HOME

<< Zurück
|
Vorwärts >>

Anhang B – Feststellung der Kriminalität

von Gruppen und Organisationen

Die nachstehenden Ausführungen, die jeder in der Anklage erwähnten Gruppe und Organisation, welche als kriminell erklärt werden soll, folgen, bilden Material, auf das sich die Anklagebehörde unter anderem zur Feststellung der Kriminalität dieser Gruppen und Organisationen stützen wird.

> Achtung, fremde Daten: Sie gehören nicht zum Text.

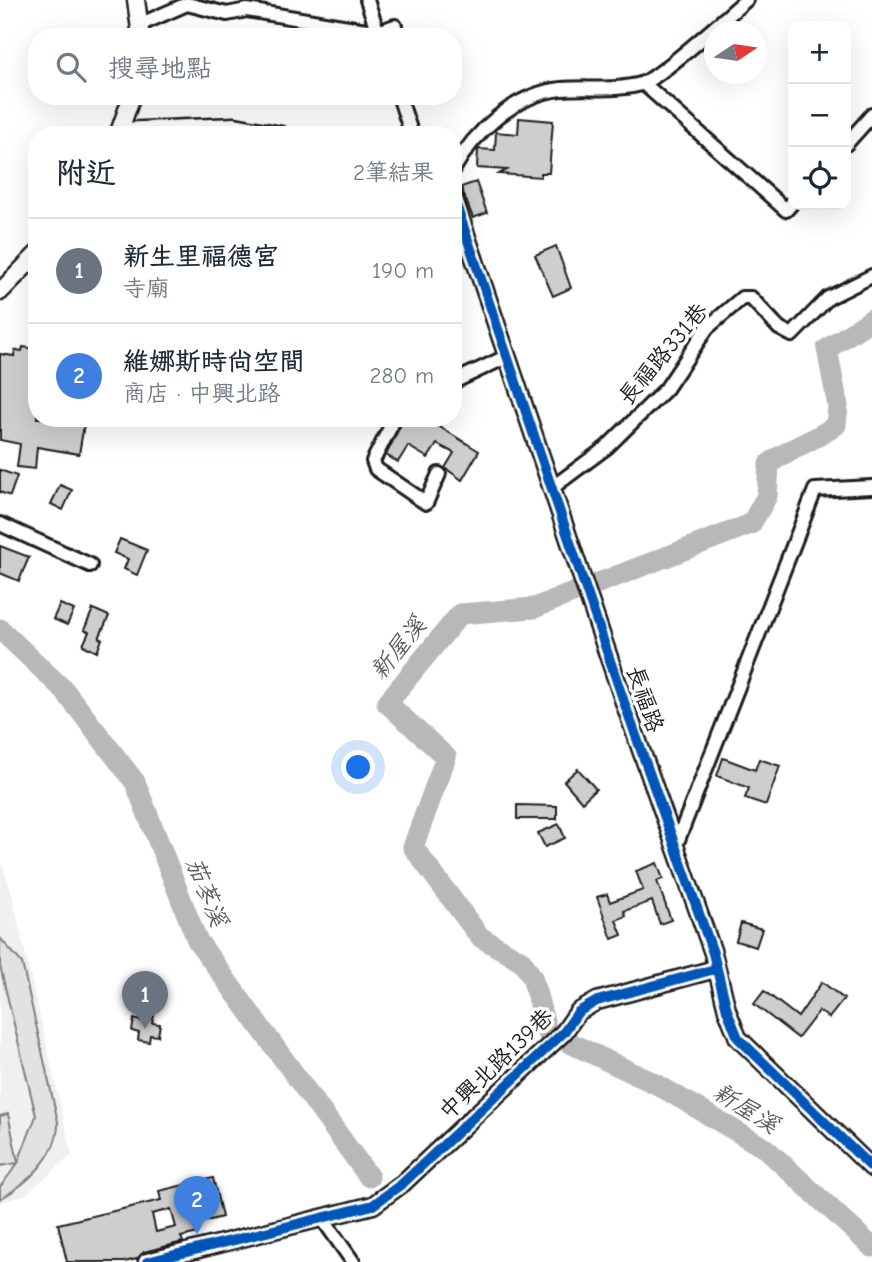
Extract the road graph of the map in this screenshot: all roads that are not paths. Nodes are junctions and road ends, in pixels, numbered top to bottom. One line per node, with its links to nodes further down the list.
1 (135, 0): 4 (street)
2 (367, 0): 7 (street)
3 (746, 0): 8 (street)
4 (140, 28)
5 (145, 28): 6 (street)
6 (365, 28)
7 (383, 28)
8 (643, 83): 15 (street); 16 (street)
9 (129, 105): 12 (street)
10 (402, 105): 13 (street)
11 (872, 115): 14 (street)
12 (121, 126)
13 (409, 126)
14 (851, 138)
15 (462, 155)
16 (788, 208)
17 (462, 222): 21 (street, 長福路)
18 (28, 263): 20 (street)
19 (872, 276): 25 (street, 長福路331巷)
20 (0, 292)
21 (508, 356): 22 (street); 25 (street, 長福路)
22 (462, 378)
23 (390, 427): 24 (street)
24 (439, 474)
25 (553, 487): 29 (street, 長福路)
26 (872, 487): 29 (street)
27 (0, 524): 28 (street)
28 (90, 565)
29 (676, 845): 30 (street, 長福路)
30 (715, 970): 31 (street, 長福路); 32 (street, 中興北路139巷)
31 (872, 1168)
32 (322, 1218): 33 (street, 中興北路139巷); 34 (street)
33 (155, 1261)
34 (353, 1262)

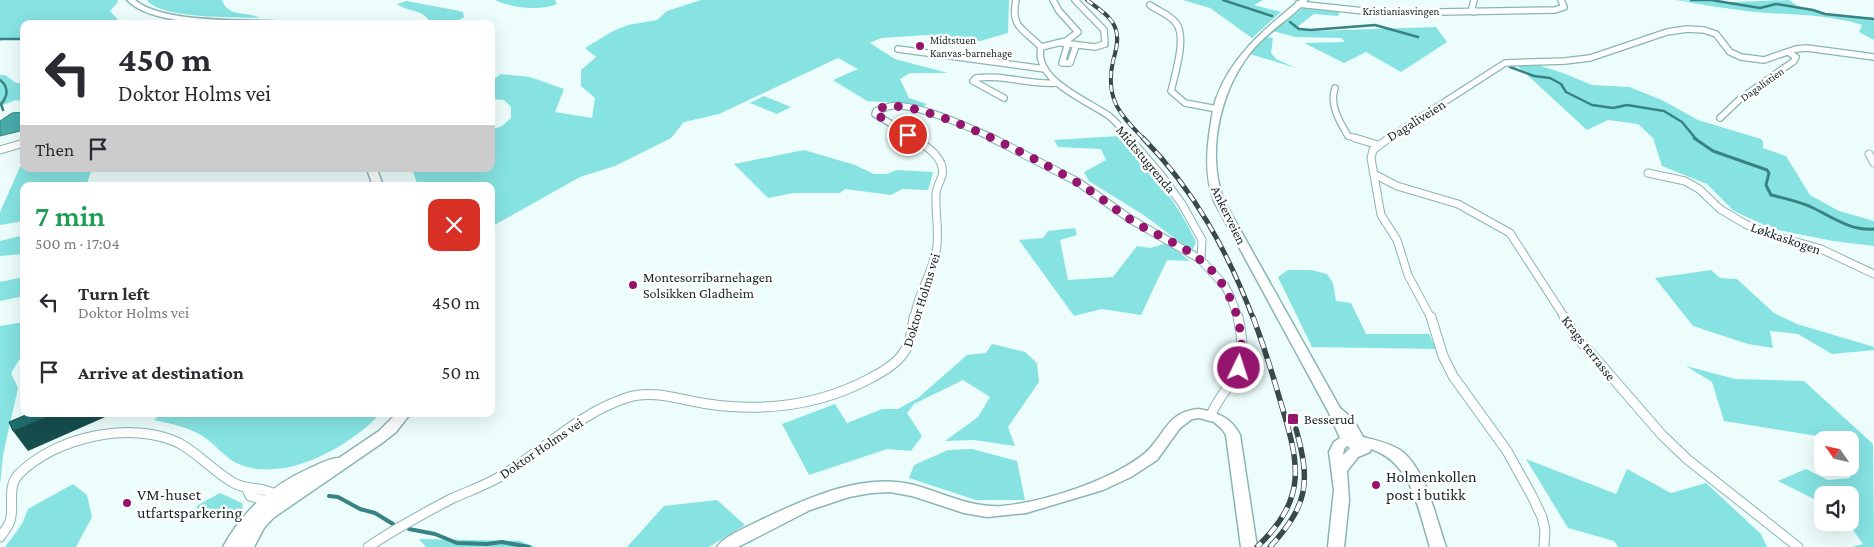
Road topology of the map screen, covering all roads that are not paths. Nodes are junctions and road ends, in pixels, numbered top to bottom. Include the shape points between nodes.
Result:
1 (131, 0) edge
2 (1016, 0) edge
3 (1053, 0) edge
4 (1075, 0) edge
5 (1474, 0) edge
6 (1561, 0) edge
7 (1301, 2) edge
8 (1150, 5) dead end
9 (1474, 12) junction
10 (222, 20) edge
11 (1065, 43) junction
12 (1076, 46) dead end
13 (1041, 47) junction
14 (898, 49) dead end
15 (1788, 52) junction
16 (1874, 57) edge
17 (1044, 69) junction
18 (1056, 83) junction
19 (1336, 88) dead end
20 (1004, 98) dead end
21 (1217, 109) junction
22 (1720, 118) dead end
23 (20, 143) edge
24 (1378, 144) junction
25 (0, 150) edge
26 (1869, 154) dead end
27 (1874, 162) edge
28 (1648, 173) dead end
29 (1374, 174) junction
30 (1201, 259) junction
31 (1874, 274) edge
32 (1210, 416) junction
33 (400, 417) edge
34 (1356, 443) junction
35 (275, 500) junction
36 (0, 537) edge
37 (231, 547) edge
38 (246, 547) edge
39 (368, 547) edge
40 (725, 547) edge
41 (1248, 547) edge
42 (1336, 547) edge
43 (1438, 547) edge
44 (1544, 547) edge
45 (1798, 547) edge

1 - 10 main road via 142,10 162,16
2 - 13 street via 1014,17 1018,28
3 - 11 street via 1058,11 1078,32
4 - 11 street via 1104,30 1105,44 1095,47
5 - 9 street
6 - 9 street, Kristianiasvingen via 1564,7 1555,10
7 - 9 street, Kristianiasvingen via 1376,13
7 - 21 main road, Ankerveien via 1246,52 1228,79
8 - 21 street via 1177,25 1180,34 1171,91 1175,97 1198,106
11 - 12 street via 1064,64 1070,63
11 - 13 street
13 - 17 street
14 - 17 street
15 - 16 street, Dagaliveien via 1807,48
15 - 22 street, Dagalistien via 1796,57 1794,61 1740,99
15 - 24 street, Dagaliveien via 1764,60 1741,57 1730,52 1716,34 1687,29 1667,32 1590,58 1509,62
17 - 18 street, Midtstugrenda
18 - 20 street via 1031,84 989,76 974,81
18 - 30 street, Midtstugrenda via 1111,117 1161,175 1202,240
19 - 24 street via 1332,101 1346,133
21 - 34 main road, Ankerveien via 1211,162 1216,193 1335,411 1338,423
23 - 25 street
24 - 29 street, Dagaliveien via 1371,154
26 - 27 street
28 - 31 street, Løkkaskogen via 1685,181 1745,224 1821,250
29 - 44 street, Dagaliveien via 1381,215 1397,240 1408,275 1431,317 1448,367 1519,470 1542,517
29 - 45 street, Krags terrasse via 1397,186 1458,204 1510,233 1578,337 1662,435 1687,459
30 - 32 street, Doktor Holms vei via 1234,304 1242,358
30 - 39 street, Doktor Holms vei via 1130,219 1079,183 994,140 928,112 883,106 876,114 929,149 942,166 935,194 939,229 937,252 917,304 911,344 897,361 851,389 795,407 735,407 645,394 628,397 582,419 500,476 419,515
32 - 40 main road via 1192,414 1181,418 1158,449 1137,466 1119,477 1064,496 1014,509 983,511 900,488 872,487 835,496
32 - 41 main road via 1227,425 1233,435
33 - 35 main road via 380,439 325,476
34 - 42 main road via 1340,471 1341,518
34 - 43 main road via 1394,453 1406,466
35 - 36 street via 250,496 247,489 232,482 177,442 142,432 108,434 54,451 19,474 10,490 11,520
35 - 37 main road via 244,526
35 - 38 main road via 271,512 254,531

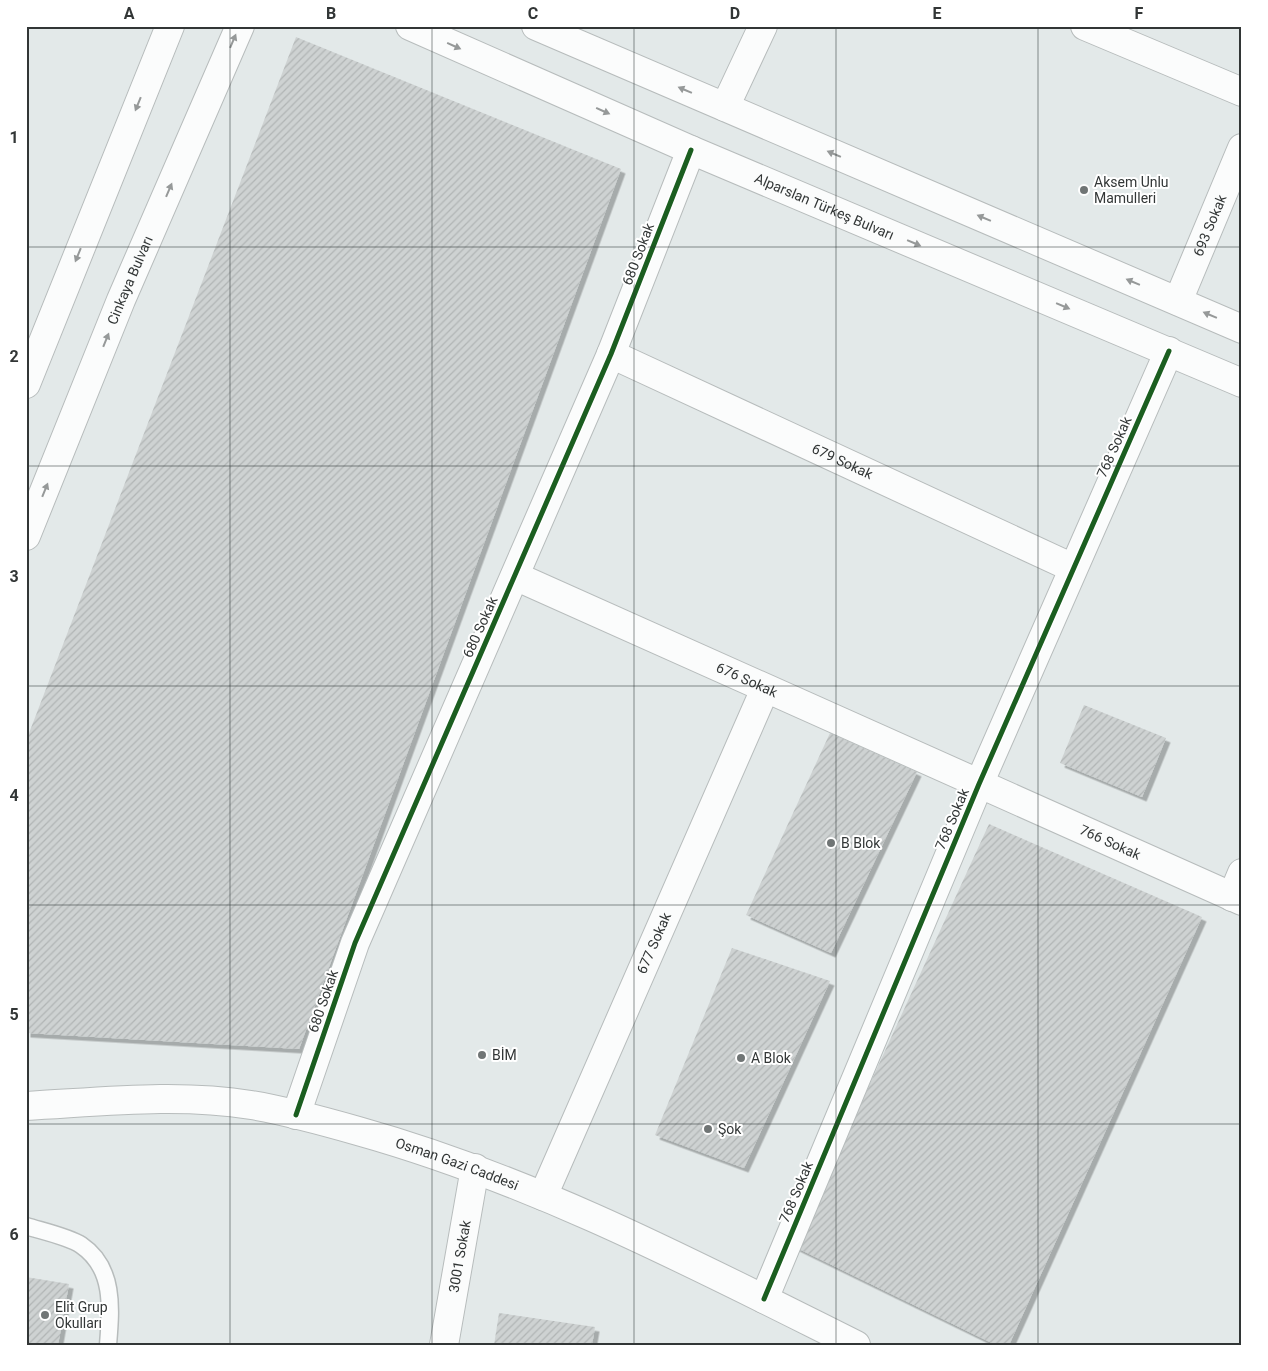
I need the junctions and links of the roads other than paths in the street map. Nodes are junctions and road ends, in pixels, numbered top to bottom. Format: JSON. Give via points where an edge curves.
{"nodes":[{"id":1,"x":160,"y":26,"type":"edge"},
{"id":2,"x":170,"y":26,"type":"edge"},
{"id":3,"x":240,"y":26,"type":"edge"},
{"id":4,"x":410,"y":26,"type":"edge"},
{"id":5,"x":536,"y":26,"type":"edge"},
{"id":6,"x":763,"y":26,"type":"edge"},
{"id":7,"x":1085,"y":26,"type":"edge"},
{"id":8,"x":154,"y":64,"type":"junction"},
{"id":9,"x":1242,"y":92,"type":"edge"},
{"id":10,"x":725,"y":107,"type":"junction"},
{"id":11,"x":1242,"y":148,"type":"edge"},
{"id":12,"x":691,"y":150,"type":"junction"},
{"id":13,"x":1178,"y":302,"type":"junction"},
{"id":14,"x":1242,"y":329,"type":"edge"},
{"id":15,"x":1169,"y":351,"type":"junction"},
{"id":16,"x":611,"y":354,"type":"junction"},
{"id":17,"x":1242,"y":383,"type":"edge"},
{"id":18,"x":26,"y":384,"type":"edge"},
{"id":19,"x":26,"y":536,"type":"edge"},
{"id":20,"x":1073,"y":568,"type":"junction"},
{"id":21,"x":514,"y":576,"type":"junction"},
{"id":22,"x":765,"y":689,"type":"junction"},
{"id":23,"x":978,"y":784,"type":"junction"},
{"id":24,"x":1239,"y":890,"type":"edge"},
{"id":25,"x":26,"y":1106,"type":"edge"},
{"id":26,"x":296,"y":1115,"type":"junction"},
{"id":27,"x":475,"y":1168,"type":"junction"},
{"id":28,"x":543,"y":1196,"type":"junction"},
{"id":29,"x":26,"y":1226,"type":"edge"},
{"id":30,"x":764,"y":1299,"type":"junction"},
{"id":31,"x":108,"y":1345,"type":"edge"},
{"id":32,"x":444,"y":1345,"type":"edge"},
{"id":33,"x":856,"y":1345,"type":"edge"}],
"edges":[{"from":1,"to":8,"type":"street"},
{"from":2,"to":8,"type":"street"},
{"from":19,"to":3,"type":"street","name":"Cinkaya Bulvarı","one_way":true,"via":[[122,300]]},
{"from":4,"to":12,"type":"street","name":"Alparslan Türkeş Bulvarı","one_way":true},
{"from":10,"to":5,"type":"street","one_way":true},
{"from":6,"to":10,"type":"street"},
{"from":7,"to":9,"type":"street"},
{"from":8,"to":18,"type":"street","one_way":true},
{"from":13,"to":10,"type":"street","one_way":true},
{"from":11,"to":13,"type":"street","name":"693 Sokak"},
{"from":12,"to":15,"type":"street","name":"Alparslan Türkeş Bulvarı","one_way":true},
{"from":12,"to":16,"type":"street","name":"680 Sokak"},
{"from":14,"to":13,"type":"street","one_way":true},
{"from":15,"to":17,"type":"street","name":"Alparslan Türkeş Bulvarı"},
{"from":15,"to":20,"type":"street","name":"768 Sokak"},
{"from":16,"to":20,"type":"street","name":"679 Sokak"},
{"from":16,"to":21,"type":"street","name":"680 Sokak"},
{"from":20,"to":23,"type":"street","name":"768 Sokak"},
{"from":21,"to":22,"type":"street","name":"676 Sokak"},
{"from":21,"to":26,"type":"street","name":"680 Sokak","via":[[355,943]]},
{"from":22,"to":23,"type":"street","name":"676 Sokak"},
{"from":22,"to":28,"type":"street","name":"677 Sokak"},
{"from":23,"to":24,"type":"street","name":"766 Sokak"},
{"from":23,"to":30,"type":"street","name":"768 Sokak"},
{"from":25,"to":26,"type":"street","name":"Osman Gazi Caddesi","via":[[167,1098],[250,1105]]},
{"from":26,"to":27,"type":"street","name":"Osman Gazi Caddesi","via":[[391,1140]]},
{"from":27,"to":28,"type":"street","name":"Osman Gazi Caddesi"},
{"from":27,"to":32,"type":"street","name":"3001 Sokak"},
{"from":28,"to":30,"type":"street","name":"Osman Gazi Caddesi"},
{"from":29,"to":31,"type":"lane","via":[[81,1245],[104,1268],[111,1307]]},
{"from":30,"to":33,"type":"street","name":"Osman Gazi Caddesi"}]}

Die in der Anklage erwähnte »Reichsregierung« besteht aus folgenden Personen:

(1) aus Mitgliedern des ordentlichen Kabinetts nach dem 30. Januar 1933, dem Tage, an dem Hitler Kanzler der deutschen Republik wurde. Der hier verwendete Ausdruck »ordentliches Kabinett« bedeutet: die Reichsminister, d.h. Leiter von Ressorts der Zentralregierung; Reichsminister ohne Geschäftsbereich; Staatsminister in der Funktion von Reichsministern; und andere Beamte, die zur Teilnahme an den Kabinettssitzungen berechtigt waren,

(2) aus Mitgliedern des Ministerrates für die Reichsverteidigung,

(3) aus Mitgliedern des Geheimen Kabinettsrates.

Diese Personen, die in ihren vorerwähnten Stellungen als Gruppe amtierten, besaßen und übten unter dem Führer Gesetzgebungs-, Vollziehungs-, Verwaltungs- und politische Gewalt und Funktionen allererster Ordnung im deutschen Regierungssystem aus. Demgemäß trifft sie die Verantwortung für die von der Regierung beschlossene und verfolgte Politik, auch soweit sie sich auf die Begehung der in den Anklagepunkten Eins, Zwei, Drei und Vier der Anklage erwähnten Verbrechen bezieht und erstreckt.

Das in der Anklage erwähnte »Korps der Politischen Leiter der Nationalsozialistischen Deutschen Arbeiterpartei« besteht aus Personen, die nach allgemeiner Nazi-Terminologie zu irgendeiner Zeit »Politische Leiter« von irgendeinem Grad oder Rang waren.

Zu den Politischen Leitern gehörten die Leiter der verschiedenen parteiamtlichen Büros, z.B. die Reichsleitung und die Gauleitung wie auch die Gauleiter.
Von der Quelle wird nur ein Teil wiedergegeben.